* Problem details: Each entry must be returned exactly. None may be omitted.

Dataset entries:
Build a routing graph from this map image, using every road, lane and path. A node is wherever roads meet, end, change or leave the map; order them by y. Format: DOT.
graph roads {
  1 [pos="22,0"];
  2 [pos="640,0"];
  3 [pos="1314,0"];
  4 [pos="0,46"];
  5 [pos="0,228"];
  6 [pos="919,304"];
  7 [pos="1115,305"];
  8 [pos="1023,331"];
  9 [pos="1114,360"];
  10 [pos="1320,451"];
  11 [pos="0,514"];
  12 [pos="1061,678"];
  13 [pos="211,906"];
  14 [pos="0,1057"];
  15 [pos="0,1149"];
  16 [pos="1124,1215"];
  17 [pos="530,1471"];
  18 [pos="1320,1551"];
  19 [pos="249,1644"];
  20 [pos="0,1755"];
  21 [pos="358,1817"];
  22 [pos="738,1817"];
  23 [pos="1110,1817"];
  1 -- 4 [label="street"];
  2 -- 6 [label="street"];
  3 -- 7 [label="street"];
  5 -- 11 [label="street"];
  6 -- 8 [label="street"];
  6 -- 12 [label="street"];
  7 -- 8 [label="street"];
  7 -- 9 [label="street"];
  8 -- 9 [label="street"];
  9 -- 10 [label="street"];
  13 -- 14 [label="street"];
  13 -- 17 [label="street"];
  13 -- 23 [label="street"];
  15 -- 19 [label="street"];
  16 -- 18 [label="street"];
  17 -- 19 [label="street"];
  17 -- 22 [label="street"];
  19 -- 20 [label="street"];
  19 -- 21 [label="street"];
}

* Answer:
Build a routing graph from this map image, using every road, lane and path. A node is wherever roads meet, end, change or leave the map; order them by y. Format: DOT.
graph roads {
  1 [pos="22,0"];
  2 [pos="640,0"];
  3 [pos="1314,0"];
  4 [pos="0,46"];
  5 [pos="0,228"];
  6 [pos="919,304"];
  7 [pos="1115,305"];
  8 [pos="1023,331"];
  9 [pos="1114,360"];
  10 [pos="1320,451"];
  11 [pos="0,514"];
  12 [pos="1061,678"];
  13 [pos="211,906"];
  14 [pos="0,1057"];
  15 [pos="0,1149"];
  16 [pos="1124,1215"];
  17 [pos="530,1471"];
  18 [pos="1320,1551"];
  19 [pos="249,1644"];
  20 [pos="0,1755"];
  21 [pos="358,1817"];
  22 [pos="738,1817"];
  23 [pos="1110,1817"];
  1 -- 4 [label="street"];
  2 -- 6 [label="street"];
  3 -- 7 [label="street"];
  5 -- 11 [label="street"];
  6 -- 8 [label="street"];
  6 -- 12 [label="street"];
  7 -- 8 [label="street"];
  7 -- 9 [label="street"];
  8 -- 9 [label="street"];
  9 -- 10 [label="street"];
  13 -- 14 [label="street"];
  13 -- 17 [label="street"];
  13 -- 23 [label="street"];
  15 -- 19 [label="street"];
  16 -- 18 [label="street"];
  17 -- 19 [label="street"];
  17 -- 22 [label="street"];
  19 -- 20 [label="street"];
  19 -- 21 [label="street"];
}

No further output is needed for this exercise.